== Segment start ==
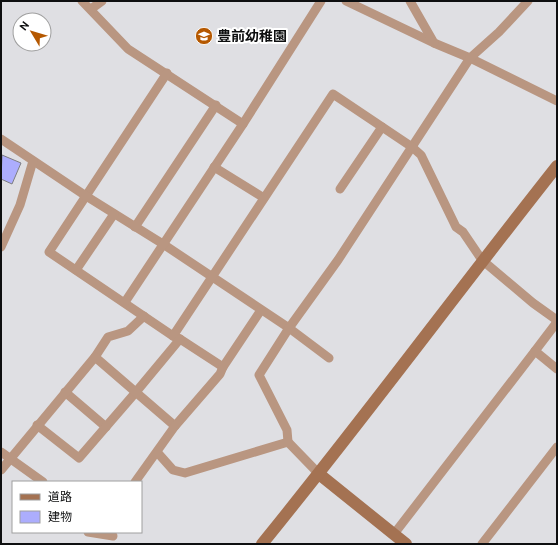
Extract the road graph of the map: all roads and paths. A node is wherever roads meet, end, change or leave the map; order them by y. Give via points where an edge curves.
1 (82, 1) edge
2 (102, 1) edge
3 (321, 1) edge
4 (346, 1) edge
5 (410, 1) edge
6 (528, 1) edge
7 (91, 10) junction
8 (434, 42) junction
9 (470, 58) junction
10 (167, 73) junction
11 (557, 101) edge
12 (216, 105) junction
13 (243, 124) junction
14 (382, 127) junction
15 (1, 139) edge
16 (412, 146) junction
17 (33, 161) junction
18 (557, 166) edge
19 (214, 168) junction
20 (340, 189) dead end
21 (86, 196) junction
22 (264, 198) junction
23 (114, 214) junction
24 (135, 227) junction
25 (163, 244) junction
26 (1, 247) edge
27 (482, 260) junction
28 (76, 270) junction
29 (212, 278) junction
30 (125, 302) junction
31 (261, 310) junction
32 (144, 316) junction
33 (556, 316) edge
34 (289, 328) junction
35 (176, 337) junction
36 (535, 351) junction
37 (95, 357) junction
38 (329, 358) dead end
39 (223, 367) junction
40 (557, 369) edge
41 (65, 392) junction
42 (136, 392) junction
43 (38, 425) junction
44 (175, 426) junction
45 (106, 427) junction
46 (288, 442) junction
47 (557, 447) edge
48 (1, 452) edge
49 (157, 452) junction
50 (10, 458) junction
51 (1, 470) edge
52 (319, 474) junction
53 (42, 481) edge
54 (136, 481) edge
55 (96, 533) edge
56 (394, 534) junction
57 (113, 535) edge
58 (262, 544) edge
59 (406, 544) edge
60 (482, 544) edge

1 - 7 street
2 - 7 street
3 - 13 street
4 - 8 street
5 - 8 street
6 - 9 street
7 - 10 street via 128,49
8 - 9 street
9 - 11 street
9 - 16 street
10 - 12 street
10 - 21 street
12 - 13 street
12 - 24 street
13 - 19 street
14 - 16 street
14 - 20 street
14 - 22 street via 332,94
15 - 17 street
16 - 27 street via 421,155 456,227 463,232
16 - 34 street via 338,260
17 - 21 street
17 - 26 street via 20,205
18 - 27 street
19 - 22 street
19 - 25 street
21 - 23 street
21 - 28 street via 49,252
22 - 29 street
23 - 24 street
23 - 28 street
24 - 25 street
25 - 29 street
25 - 30 street
27 - 33 street via 533,303
27 - 52 street
28 - 30 street
29 - 31 street
29 - 35 street
30 - 32 street
31 - 34 street
31 - 39 street
32 - 35 street
32 - 37 street via 128,331 108,337
33 - 36 street via 557,322
34 - 38 street
34 - 46 street via 259,375 287,430
35 - 39 street
35 - 42 street
36 - 40 street
36 - 56 street
37 - 41 street
37 - 42 street
39 - 44 street via 220,374
41 - 43 street
41 - 45 street
42 - 44 street
42 - 45 street
43 - 45 street via 79,458
43 - 50 street
44 - 49 street
46 - 49 street via 185,473 173,470
46 - 52 street
47 - 60 street
48 - 50 street
49 - 54 street
50 - 51 street
50 - 53 street
52 - 56 street
52 - 58 street
55 - 57 street
56 - 59 street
== Segment end ==
** Problem description **
Set down the data again, exactly, without images.

** Task answer **
Extract the road graph of the map: all roads and paths. A node is wherever roads meet, end, change or leave the map; order them by y. Give via points where an edge curves.
1 (82, 1) edge
2 (102, 1) edge
3 (321, 1) edge
4 (346, 1) edge
5 (410, 1) edge
6 (528, 1) edge
7 (91, 10) junction
8 (434, 42) junction
9 (470, 58) junction
10 (167, 73) junction
11 (557, 101) edge
12 (216, 105) junction
13 (243, 124) junction
14 (382, 127) junction
15 (1, 139) edge
16 (412, 146) junction
17 (33, 161) junction
18 (557, 166) edge
19 (214, 168) junction
20 (340, 189) dead end
21 (86, 196) junction
22 (264, 198) junction
23 (114, 214) junction
24 (135, 227) junction
25 (163, 244) junction
26 (1, 247) edge
27 (482, 260) junction
28 (76, 270) junction
29 (212, 278) junction
30 (125, 302) junction
31 (261, 310) junction
32 (144, 316) junction
33 (556, 316) edge
34 (289, 328) junction
35 (176, 337) junction
36 (535, 351) junction
37 (95, 357) junction
38 (329, 358) dead end
39 (223, 367) junction
40 (557, 369) edge
41 (65, 392) junction
42 (136, 392) junction
43 (38, 425) junction
44 (175, 426) junction
45 (106, 427) junction
46 (288, 442) junction
47 (557, 447) edge
48 (1, 452) edge
49 (157, 452) junction
50 (10, 458) junction
51 (1, 470) edge
52 (319, 474) junction
53 (42, 481) edge
54 (136, 481) edge
55 (96, 533) edge
56 (394, 534) junction
57 (113, 535) edge
58 (262, 544) edge
59 (406, 544) edge
60 (482, 544) edge

1 - 7 street
2 - 7 street
3 - 13 street
4 - 8 street
5 - 8 street
6 - 9 street
7 - 10 street via 128,49
8 - 9 street
9 - 11 street
9 - 16 street
10 - 12 street
10 - 21 street
12 - 13 street
12 - 24 street
13 - 19 street
14 - 16 street
14 - 20 street
14 - 22 street via 332,94
15 - 17 street
16 - 27 street via 421,155 456,227 463,232
16 - 34 street via 338,260
17 - 21 street
17 - 26 street via 20,205
18 - 27 street
19 - 22 street
19 - 25 street
21 - 23 street
21 - 28 street via 49,252
22 - 29 street
23 - 24 street
23 - 28 street
24 - 25 street
25 - 29 street
25 - 30 street
27 - 33 street via 533,303
27 - 52 street
28 - 30 street
29 - 31 street
29 - 35 street
30 - 32 street
31 - 34 street
31 - 39 street
32 - 35 street
32 - 37 street via 128,331 108,337
33 - 36 street via 557,322
34 - 38 street
34 - 46 street via 259,375 287,430
35 - 39 street
35 - 42 street
36 - 40 street
36 - 56 street
37 - 41 street
37 - 42 street
39 - 44 street via 220,374
41 - 43 street
41 - 45 street
42 - 44 street
42 - 45 street
43 - 45 street via 79,458
43 - 50 street
44 - 49 street
46 - 49 street via 185,473 173,470
46 - 52 street
47 - 60 street
48 - 50 street
49 - 54 street
50 - 51 street
50 - 53 street
52 - 56 street
52 - 58 street
55 - 57 street
56 - 59 street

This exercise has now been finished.